Katrina Hutchison1, Cristine Morgan2, and Charles Hallmark1. (1) Texas A&M University, MS 2474 TAMU, College Station, TX 77843-2474, (2) Department of Soil and Crop Sciences, Texas A&M University, College Station, TX 77843-2474
Shrinking and swelling soils cause extensive infrastructure and economic damage worldwide. Shrink-swell soils are of great concern in Texas for two reasons, 1) Texas has the most acreage of shrink swell soils in the United States, and 2) yearly evapotranspiration rates exceeds those of precipitation creating optimal conditions for soil wetting and drying cycles. This study was conducted to determine if visible near infrared diffuse reflectance spectroscopy (VNIR-DRS) can be used to predict the coefficient of linear extensibility (COLE) of soils. If successful VNIR-DRS would provide a means to rapidly quantify a soil’s shrink-swell potential real-time. Using soils that have been previously analyzed and archived in the Texas A&M Soil Characterization Laboratory, our objectives were to: 1) Predict the coefficient of linear extractability (COLE) using the VNIR spectra, 2) Predict COLE using a measurements of total clay, cation exchange capacity (CEC) and pH, 3) Compare the two models.

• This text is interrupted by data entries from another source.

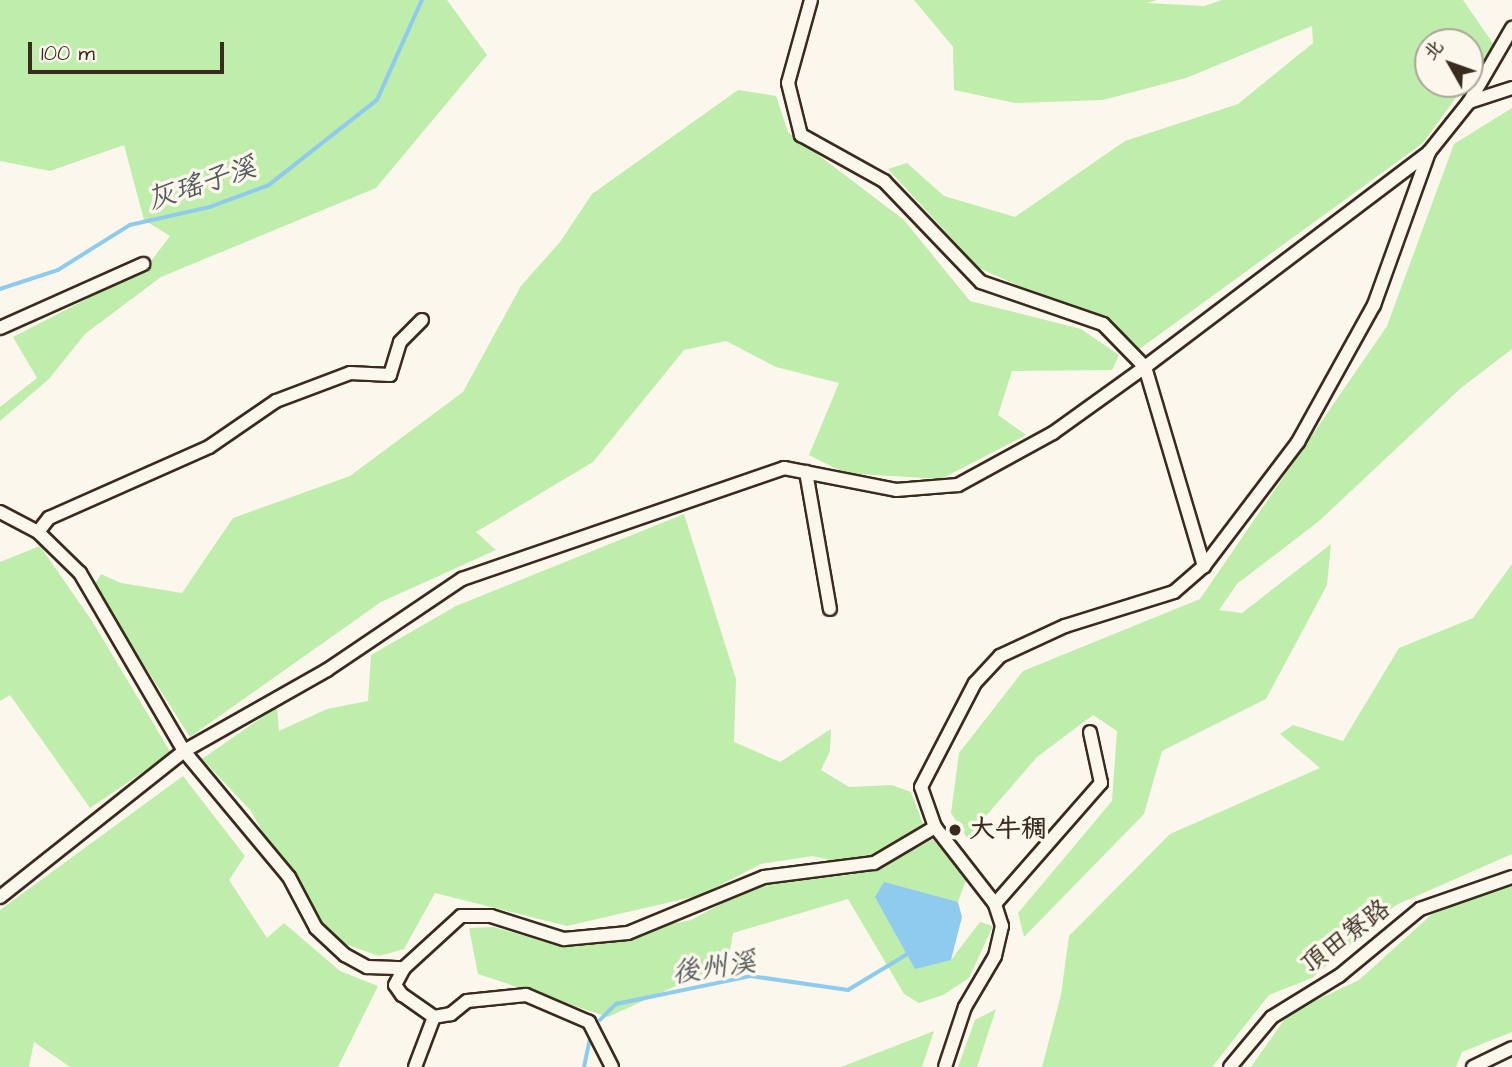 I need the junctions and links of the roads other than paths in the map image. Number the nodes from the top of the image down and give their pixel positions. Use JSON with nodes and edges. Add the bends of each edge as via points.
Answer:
{"nodes":[{"id":1,"x":811,"y":0,"type":"edge"},
{"id":2,"x":1512,"y":28,"type":"edge"},
{"id":3,"x":1512,"y":88,"type":"edge"},
{"id":4,"x":1469,"y":102,"type":"junction"},
{"id":5,"x":1429,"y":152,"type":"junction"},
{"id":6,"x":143,"y":264,"type":"dead end"},
{"id":7,"x":422,"y":320,"type":"dead end"},
{"id":8,"x":0,"y":328,"type":"edge"},
{"id":9,"x":1144,"y":367,"type":"junction"},
{"id":10,"x":806,"y":472,"type":"junction"},
{"id":11,"x":0,"y":512,"type":"edge"},
{"id":12,"x":38,"y":532,"type":"junction"},
{"id":13,"x":1204,"y":566,"type":"junction"},
{"id":14,"x":830,"y":610,"type":"dead end"},
{"id":15,"x":1090,"y":732,"type":"dead end"},
{"id":16,"x":184,"y":751,"type":"junction"},
{"id":17,"x":935,"y":827,"type":"junction"},
{"id":18,"x":1512,"y":877,"type":"edge"},
{"id":19,"x":0,"y":897,"type":"edge"},
{"id":20,"x":995,"y":904,"type":"junction"},
{"id":21,"x":404,"y":968,"type":"junction"},
{"id":22,"x":434,"y":1017,"type":"junction"},
{"id":23,"x":1512,"y":1048,"type":"edge"},
{"id":24,"x":415,"y":1067,"type":"edge"},
{"id":25,"x":611,"y":1067,"type":"edge"},
{"id":26,"x":945,"y":1067,"type":"edge"},
{"id":27,"x":1230,"y":1067,"type":"edge"},
{"id":28,"x":1473,"y":1067,"type":"edge"}],
"edges":[{"from":1,"to":9,"type":"street","via":[[788,83],[801,135],[884,181],[981,282],[1103,324]]},
{"from":2,"to":4,"type":"street"},
{"from":3,"to":4,"type":"street"},
{"from":4,"to":5,"type":"street"},
{"from":5,"to":9,"type":"street"},
{"from":5,"to":13,"type":"street","via":[[1374,305],[1298,442]]},
{"from":6,"to":8,"type":"street"},
{"from":7,"to":12,"type":"street","via":[[400,342],[390,375],[350,373],[276,401],[209,447],[49,518]]},
{"from":9,"to":10,"type":"street","via":[[1053,433],[958,485],[896,490]]},
{"from":9,"to":13,"type":"street"},
{"from":10,"to":14,"type":"street"},
{"from":10,"to":16,"type":"street","via":[[784,468],[733,483],[462,579],[327,670]]},
{"from":11,"to":12,"type":"street"},
{"from":12,"to":16,"type":"street","via":[[80,573]]},
{"from":13,"to":17,"type":"street","via":[[1174,592],[1065,626],[1000,656],[975,683],[921,787]]},
{"from":15,"to":20,"type":"street","via":[[1101,783]]},
{"from":16,"to":19,"type":"street"},
{"from":16,"to":21,"type":"street","via":[[289,877],[316,928],[345,955],[367,967]]},
{"from":17,"to":20,"type":"street"},
{"from":17,"to":21,"type":"street","via":[[874,863],[764,877],[628,933],[564,939],[491,916],[461,916]]},
{"from":18,"to":27,"type":"street","name":"頂田寮路","via":[[1420,909],[1339,976],[1272,1017]]},
{"from":20,"to":26,"type":"street","via":[[1002,926],[995,956],[965,1007]]},
{"from":21,"to":22,"type":"street","via":[[396,985],[402,995]]},
{"from":22,"to":24,"type":"street"},
{"from":22,"to":25,"type":"street","via":[[451,1014],[467,1000],[526,995],[589,1022]]},
{"from":23,"to":28,"type":"street"}]} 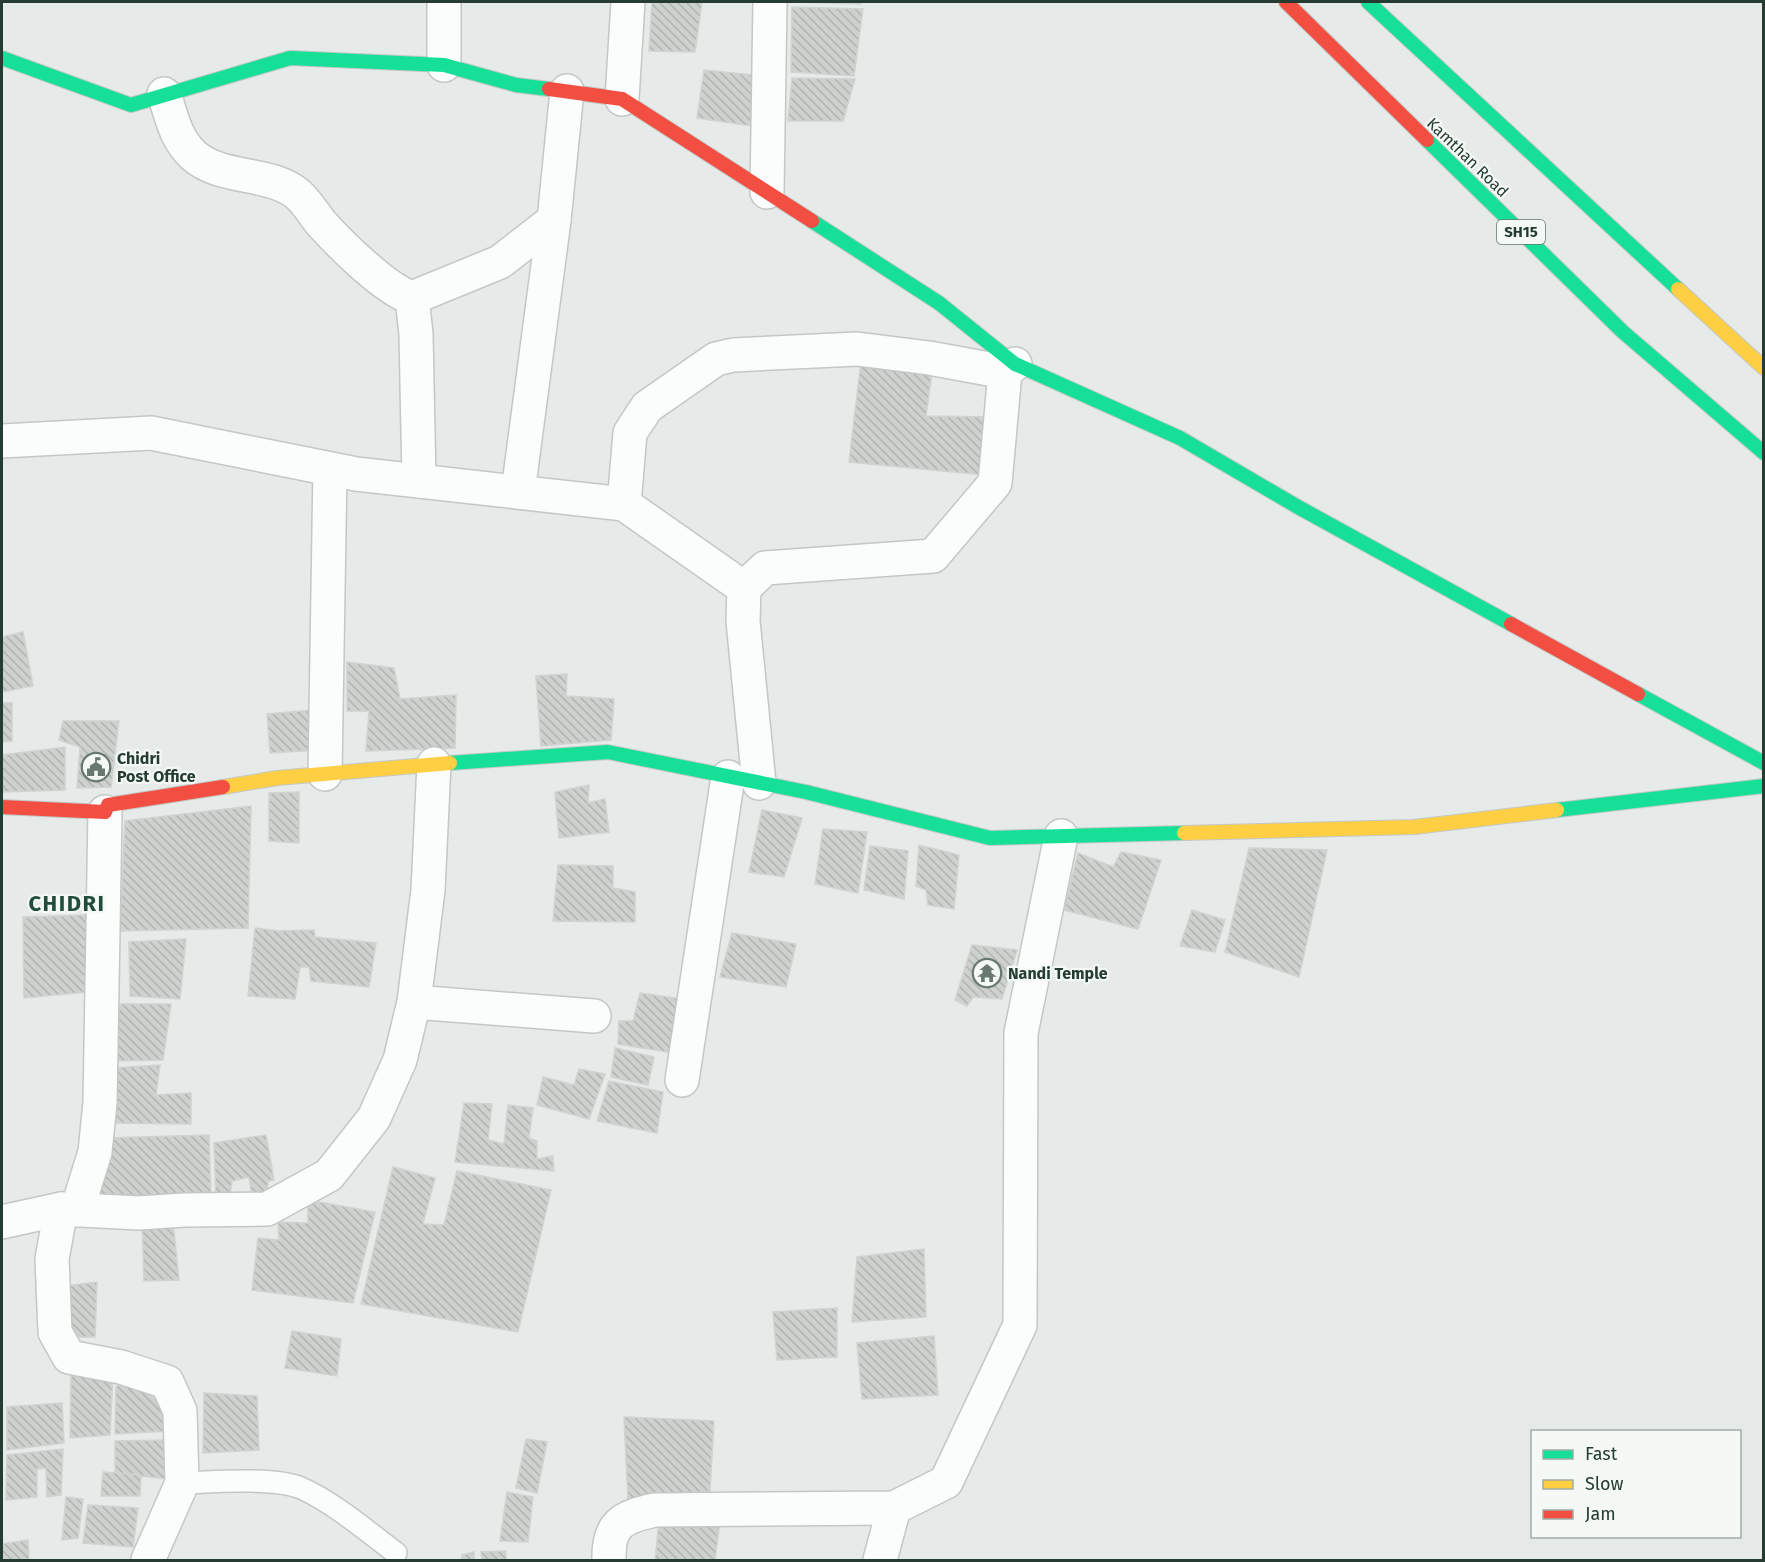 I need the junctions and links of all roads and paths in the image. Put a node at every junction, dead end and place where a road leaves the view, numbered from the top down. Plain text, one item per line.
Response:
1 (444, 2) edge
2 (628, 2) edge
3 (770, 2) edge
4 (1286, 2) edge
5 (1368, 2) edge
6 (2, 58) edge
7 (444, 65) junction
8 (567, 91) junction
9 (164, 94) junction
10 (622, 99) junction
11 (766, 192) junction
12 (554, 220) junction
13 (412, 298) junction
14 (1010, 368) junction
15 (1764, 368) edge
16 (2, 441) edge
17 (1764, 453) edge
18 (330, 469) junction
19 (419, 481) junction
20 (518, 492) junction
21 (624, 504) junction
22 (744, 588) junction
23 (1764, 763) edge
24 (434, 764) junction
25 (325, 774) junction
26 (744, 780) junction
27 (1764, 786) edge
28 (2, 807) edge
29 (105, 812) junction
30 (1061, 836) junction
31 (414, 1002) junction
32 (594, 1016) dead end
33 (682, 1080) dead end
34 (69, 1210) junction
35 (2, 1222) edge
36 (182, 1483) junction
37 (894, 1508) junction
38 (396, 1553) dead end
39 (148, 1560) edge
40 (609, 1560) edge
41 (880, 1560) edge

1 - 7 street
2 - 10 street
3 - 11 street
4 - 17 street, Kamthan Road / SH15
5 - 15 street
6 - 9 street
7 - 8 street
7 - 9 street
8 - 10 street
8 - 12 street
9 - 13 street
10 - 11 street
11 - 14 street
12 - 13 street
12 - 20 street
13 - 19 street
14 - 21 street
14 - 22 street
14 - 23 street
16 - 18 street
18 - 19 street
18 - 25 street
19 - 20 street
20 - 21 street
21 - 22 street
22 - 26 street
24 - 25 street
24 - 26 street
24 - 31 street
25 - 29 street
26 - 30 street
26 - 33 street
27 - 30 street
28 - 29 street
29 - 34 street
30 - 37 street
31 - 32 street
31 - 34 street
34 - 35 street
34 - 36 street
36 - 38 lane
36 - 39 street
37 - 40 street
37 - 41 street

A total of 2342 soil samples were scanned to create the Texas spectral library. Of these samples, 900 had COLE measurements. Seventy percent of the COLE samples were randomly selected to build a calibration model using partial least squares regression. The remaining thirty percent were used to validate the calibration model. The coefficient of determination (r2), root mean square deviation (RMSD), and ratio of prediction to standard deviation (RPD) were calculated to assess the prediction models. The COLE prediction using spectroscopy had an r2, RMSD, and RPD of 0.63, 0.028, and 1.6, respectively. Using stepwise regression and backward elimination, we determined that CEC alone was the best predictor of COLE with r2, RMSD, and RPD of 0.79, 0.021, and 2.2, respectively. According to the RPD, using spectroscopy to predict COLE has some predictive value, while CEC is more effective and stable. However spectroscopy data collection is more rapid and has fixed costs.